[Items listed in a dataset]
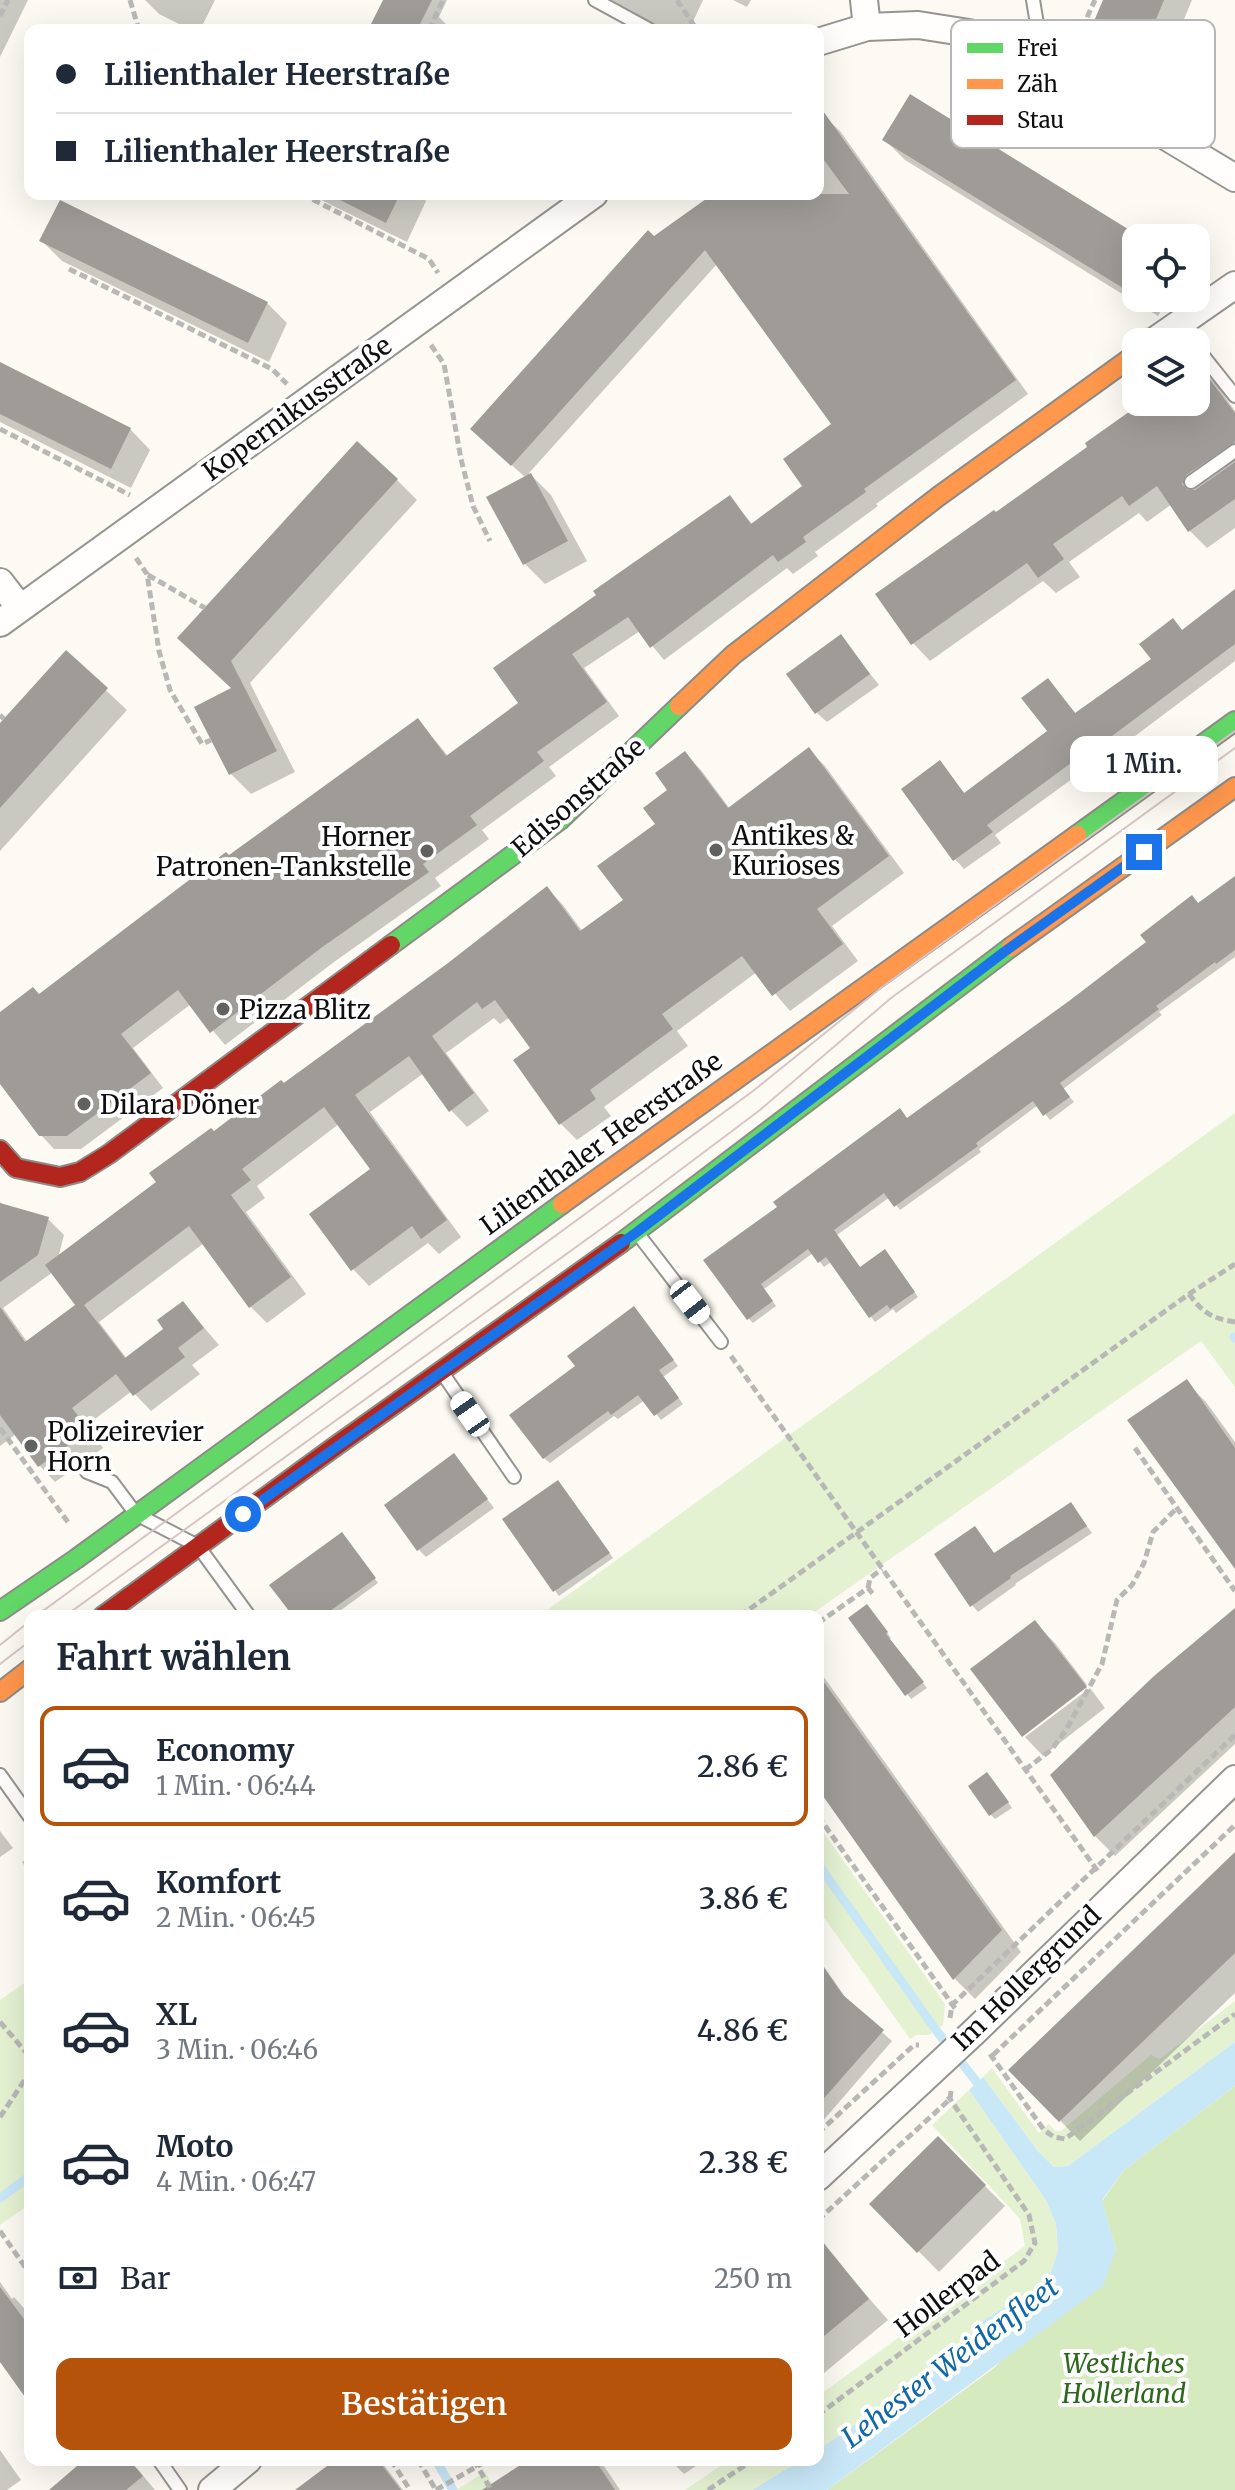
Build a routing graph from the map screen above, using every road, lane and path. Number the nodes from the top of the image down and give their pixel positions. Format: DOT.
graph roads {
  1 [pos="8,0"];
  2 [pos="130,0"];
  3 [pos="443,0"];
  4 [pos="595,0"];
  5 [pos="677,0"];
  6 [pos="864,0"];
  7 [pos="1033,0"];
  8 [pos="1095,0"];
  9 [pos="0,16"];
  10 [pos="1036,20"];
  11 [pos="1087,20"];
  12 [pos="137,24"];
  13 [pos="432,24"];
  14 [pos="639,24"];
  15 [pos="693,24"];
  16 [pos="867,27"];
  17 [pos="951,29"];
  18 [pos="824,40"];
  19 [pos="1185,148"];
  20 [pos="1235,178"];
  21 [pos="314,200"];
  22 [pos="585,200"];
  23 [pos="69,269"];
  24 [pos="1235,285"];
  25 [pos="452,294"];
  26 [pos="415,322"];
  27 [pos="1190,328"];
  28 [pos="1122,364"];
  29 [pos="1210,365"];
  30 [pos="1235,396"];
  31 [pos="305,402"];
  32 [pos="0,429"];
  33 [pos="1235,451"];
  34 [pos="1191,482"];
  35 [pos="154,511"];
  36 [pos="120,536"];
  37 [pos="490,541"];
  38 [pos="147,574"];
  39 [pos="0,582"];
  40 [pos="205,608"];
  41 [pos="10,616"];
  42 [pos="1235,721"];
  43 [pos="211,740"];
  44 [pos="1235,787"];
  45 [pos="0,1150"];
  46 [pos="637,1232"];
  47 [pos="1235,1264"];
  48 [pos="1189,1294"];
  49 [pos="1235,1322"];
  50 [pos="721,1342"];
  51 [pos="441,1372"];
  52 [pos="0,1428"];
  53 [pos="1135,1448"];
  54 [pos="87,1472"];
  55 [pos="514,1477"];
  56 [pos="1177,1508"];
  57 [pos="136,1514"];
  58 [pos="73,1529"];
  59 [pos="856,1532"];
  60 [pos="198,1546"];
  61 [pos="882,1569"];
  62 [pos="868,1588"];
  63 [pos="1235,1591"];
  64 [pos="873,1594"];
  65 [pos="111,1610"];
  66 [pos="245,1610"];
  67 [pos="748,1610"];
  68 [pos="0,1611"];
  69 [pos="824,1619"];
  70 [pos="24,1674"];
  71 [pos="0,1692"];
  72 [pos="1235,1735"];
  73 [pos="1025,1770"];
  74 [pos="0,1775"];
  75 [pos="1235,1779"];
  76 [pos="24,1809"];
  77 [pos="824,1824"];
  78 [pos="1235,1825"];
  79 [pos="1095,1867"];
  80 [pos="1115,1892"];
  81 [pos="952,2005"];
  82 [pos="1235,2014"];
  83 [pos="0,2022"];
  84 [pos="962,2034"];
  85 [pos="914,2045"];
  86 [pos="24,2050"];
  87 [pos="24,2081"];
  88 [pos="0,2117"];
  89 [pos="824,2128"];
  90 [pos="824,2171"];
  91 [pos="824,2214"];
  92 [pos="0,2231"];
  93 [pos="24,2265"];
  94 [pos="824,2411"];
  95 [pos="163,2466"];
  96 [pos="241,2466"];
  97 [pos="395,2466"];
  98 [pos="422,2466"];
  99 [pos="473,2466"];
  100 [pos="478,2466"];
  101 [pos="744,2466"];
  102 [pos="180,2490"];
  103 [pos="212,2490"];
  104 [pos="410,2490"];
  105 [pos="437,2490"];
  106 [pos="491,2490"];
  107 [pos="708,2490"];
  1 -- 9 [label="path"];
  2 -- 12 [label="path"];
  3 -- 13 [label="path"];
  4 -- 14 [label="lane"];
  5 -- 15 [label="path"];
  6 -- 16 [label="street"];
  7 -- 10 [label="lane"];
  8 -- 11 [label="path"];
  16 -- 17 [label="street"];
  16 -- 18 [label="street"];
  19 -- 20 [label="street"];
  21 -- 25 [label="path"];
  22 -- 25 [label="street, Kopernikusstraße"];
  23 -- 31 [label="path"];
  24 -- 27 [label="street"];
  25 -- 26 [label="street, Kopernikusstraße"];
  26 -- 31 [label="street, Kopernikusstraße"];
  26 -- 37 [label="path"];
  28 -- 45 [label="main road, Edisonstraße"];
  29 -- 30 [label="lane"];
  31 -- 35 [label="street, Kopernikusstraße"];
  32 -- 35 [label="path"];
  33 -- 34 [label="lane"];
  35 -- 36 [label="street, Kopernikusstraße"];
  36 -- 38 [label="path"];
  36 -- 41 [label="street, Kopernikusstraße"];
  38 -- 40 [label="path"];
  38 -- 43 [label="path"];
  39 -- 41 [label="street"];
  42 -- 57 [label="main road, Lilienthaler Heerstraße"];
  44 -- 46 [label="main road"];
  46 -- 50 [label="lane"];
  46 -- 51 [label="main road"];
  47 -- 48 [label="path"];
  48 -- 49 [label="path"];
  48 -- 59 [label="path"];
  50 -- 59 [label="path"];
  51 -- 55 [label="lane"];
  51 -- 60 [label="main road"];
  52 -- 58 [label="path"];
  53 -- 56 [label="path"];
  54 -- 57 [label="lane"];
  56 -- 63 [label="path"];
  56 -- 73 [label="path"];
  57 -- 60 [label="lane"];
  57 -- 68 [label="main road, Lilienthaler Heerstraße"];
  59 -- 61 [label="path"];
  59 -- 67 [label="path"];
  60 -- 65 [label="main road"];
  60 -- 66 [label="lane"];
  61 -- 62 [label="path"];
  61 -- 73 [label="path"];
  62 -- 64 [label="path"];
  62 -- 69 [label="path"];
  70 -- 71 [label="main road"];
  72 -- 79 [label="path"];
  73 -- 79 [label="path"];
  74 -- 76 [label="lane"];
  75 -- 80 [label="street, Im Hollergrund"];
  77 -- 81 [label="path"];
  78 -- 82 [label="path"];
  79 -- 80 [label="path"];
  79 -- 81 [label="path"];
  80 -- 84 [label="street, Im Hollergrund"];
  81 -- 84 [label="path"];
  81 -- 84 [label="path"];
  83 -- 86 [label="path"];
  84 -- 90 [label="street, Im Hollergrund"];
  85 -- 89 [label="path"];
  87 -- 88 [label="path"];
  91 -- 94 [label="path, Hollerpad"];
  92 -- 93 [label="path"];
  95 -- 102 [label="lane"];
  96 -- 103 [label="street"];
  97 -- 104 [label="path"];
  98 -- 105 [label="path"];
  99 -- 105 [label="path"];
  100 -- 106 [label="path"];
  101 -- 107 [label="path"];
}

Exercise aim:
Every line in the data above that contains "main" needs to be copied.

Result below:
  28 -- 45 [label="main road, Edisonstraße"];
  42 -- 57 [label="main road, Lilienthaler Heerstraße"];
  44 -- 46 [label="main road"];
  46 -- 51 [label="main road"];
  51 -- 60 [label="main road"];
  57 -- 68 [label="main road, Lilienthaler Heerstraße"];
  60 -- 65 [label="main road"];
  70 -- 71 [label="main road"];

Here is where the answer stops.